Albert Speer photographed in his cell at Nuremberg, Germany, during the Nuremberg trials, 1945, Gelatin silver process on paper, image courtesy of the Harvard Law School Library, Harvard University, Cambridge, Mass.

That pose is no longer tenable. Archival finds in Germany and elsewhere have shown that Speer could not have been ignorant of the Nazi extermination camps, as he claimed, but was involved in finicky detail with their construction and operation. Although these finds caused a sensation in Germany a decade ago, it is only now that we have a comprehensive treatment in English, Martin Kitchen’s Speer: Hitler’s Architect.1 As an architectural biography, it does not altogether satisfy. What is the relationship between Speer’s architecture and Nazi ideology? Is one permitted to speak about his work in aesthetic terms? If not, why not? Only in passing do these questions divert Kitchen, who is much more interested in Speer the war criminal than Speer the architect. And that he was a war criminal, right up to his elbows, there can be no doubt. Hitler’s Architect makes a persuasive case that Speer’s escape from the gallows at Nuremberg must count as one of the last great crimes of the war.

Albert Speer (1905–1981) was born in Mannheim, Germany, the son and grandson of architects. Pushed by his father to study architecture, he studied first in Karlsruhe, then Munich, but he only became serious after he transferred to Berlin. There he applied to study with Hans Poelzig, the brilliant expressionist architect of Weimar Germany, who rejected Speer as an inferior draftsman. Disappointed, he turned to the man who was Poelzig’s polar opposite, Heinrich Tessenow, a reform-minded architect with a love of simple, clear volumes and neoclassical clarity—the ultimate basis of Nazi architecture.

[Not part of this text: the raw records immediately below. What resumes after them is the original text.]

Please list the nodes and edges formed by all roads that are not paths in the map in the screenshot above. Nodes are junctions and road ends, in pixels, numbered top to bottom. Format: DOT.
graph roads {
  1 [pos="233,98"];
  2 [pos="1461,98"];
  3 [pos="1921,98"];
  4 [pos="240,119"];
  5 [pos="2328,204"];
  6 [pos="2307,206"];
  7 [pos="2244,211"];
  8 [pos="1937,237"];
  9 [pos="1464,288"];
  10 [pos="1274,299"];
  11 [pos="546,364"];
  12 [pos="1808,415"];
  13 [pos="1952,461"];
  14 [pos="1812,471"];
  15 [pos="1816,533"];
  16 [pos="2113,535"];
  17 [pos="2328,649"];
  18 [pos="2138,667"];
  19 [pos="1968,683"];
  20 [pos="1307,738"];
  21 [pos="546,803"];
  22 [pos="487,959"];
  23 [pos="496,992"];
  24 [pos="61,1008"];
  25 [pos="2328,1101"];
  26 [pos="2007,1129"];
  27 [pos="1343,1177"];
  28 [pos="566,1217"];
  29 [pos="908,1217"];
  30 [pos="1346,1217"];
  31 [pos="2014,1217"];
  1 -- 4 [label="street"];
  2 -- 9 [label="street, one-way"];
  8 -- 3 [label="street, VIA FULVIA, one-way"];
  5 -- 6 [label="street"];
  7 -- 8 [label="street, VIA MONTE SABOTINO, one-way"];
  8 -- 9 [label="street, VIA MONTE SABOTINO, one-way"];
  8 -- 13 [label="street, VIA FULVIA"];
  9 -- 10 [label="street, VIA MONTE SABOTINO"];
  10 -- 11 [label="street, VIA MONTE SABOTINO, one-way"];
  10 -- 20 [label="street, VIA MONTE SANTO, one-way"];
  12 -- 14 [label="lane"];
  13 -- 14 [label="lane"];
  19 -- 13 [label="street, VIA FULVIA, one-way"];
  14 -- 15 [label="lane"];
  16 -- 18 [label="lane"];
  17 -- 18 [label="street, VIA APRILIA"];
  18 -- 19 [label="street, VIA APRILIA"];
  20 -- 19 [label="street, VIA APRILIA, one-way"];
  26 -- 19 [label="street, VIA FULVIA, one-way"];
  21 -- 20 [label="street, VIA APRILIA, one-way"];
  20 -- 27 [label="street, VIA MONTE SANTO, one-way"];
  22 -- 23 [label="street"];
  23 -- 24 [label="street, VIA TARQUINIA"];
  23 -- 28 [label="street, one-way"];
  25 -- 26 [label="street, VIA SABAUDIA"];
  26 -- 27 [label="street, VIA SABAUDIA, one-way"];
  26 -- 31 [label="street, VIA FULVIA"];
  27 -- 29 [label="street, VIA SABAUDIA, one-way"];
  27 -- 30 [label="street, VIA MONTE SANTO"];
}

Speer, who all his life knew how to ingratiate himself, sufficiently impressed Tessenow to become his teaching assistant.

Speer joined the Nazi Party in January 1931, two years before Hitler’s election as chancellor. He was the 474,481st German to join and presumably did so more out of conviction than calculation, as a Nazi electoral victory was then by no means certain (in the elections the previous September, they had come in second, receiving just over 18 percent of the vote). Whatever the reason, it took Speer just three quick leaps to vault to the center of power. In 1931 he remodeled a villa for Karl Hanke, a Berlin party boss (later notorious as “the hangman of Breslau”); this job led to a commission from Joseph Goebbels in 1932 to remodel the Nazi party headquarters in Berlin; this in turn brought his career-making commission, the decoration of Berlin’s Tempelhof Airport for the National Day of Labor on May 1, 1933, the first of many monumental settings he designed for Hitler.

Speer’s escape from the gallows at Nuremberg must count as one of the last great crimes of the war.

This was the Nazis’ first great public rally following their election three months earlier, and it gave Speer no time for an architectural solution. Extemporizing, he created a mighty backdrop of nine enormous flags, each over one hundred feet high, arranged artfully in groups of three and dramatically lit from below by searchlights. It was a nimble improvisation and it highlighted his one architectural strength, a flair for the theatrical and for colossal scale. Speer proudly showed the site to Tessenow, who was not enthusiastic: “All you have done is create an impression.” But the same can be said, as Kitchen points out, of everything Speer built.

The Tempelhof project made Speer the logical choice as architect for the Nuremberg Rally, held by the Nazis every year from 1933 to 1938 (it was the rally of 1934 that was the subject of Leni Riefenstahl’s Triumph of the Will). As at Berlin, his task was essentially scenographic, to create a theatrical backdrop to a vast parade ground. No fewer than 150,000 SS and SA men would file past the grandstand, and Speer sensed he needed a solid and monumental object to serve as a visual counterweight to their surging masses. His solution was the Zeppelin Field Tribune (1935–1937), surely the world’s most monumental set of bleachers. He found his model in the Pergamon Altar, the celebrated Hellenistic Greek altar of the second century B.C. that is housed in its own museum in Berlin. He inflated its scale to stupendous proportions, turned its graceful Ionic columns to severe square pillars, and outfitted it with upraised searchlights that lifted its columnar theme to the heavens.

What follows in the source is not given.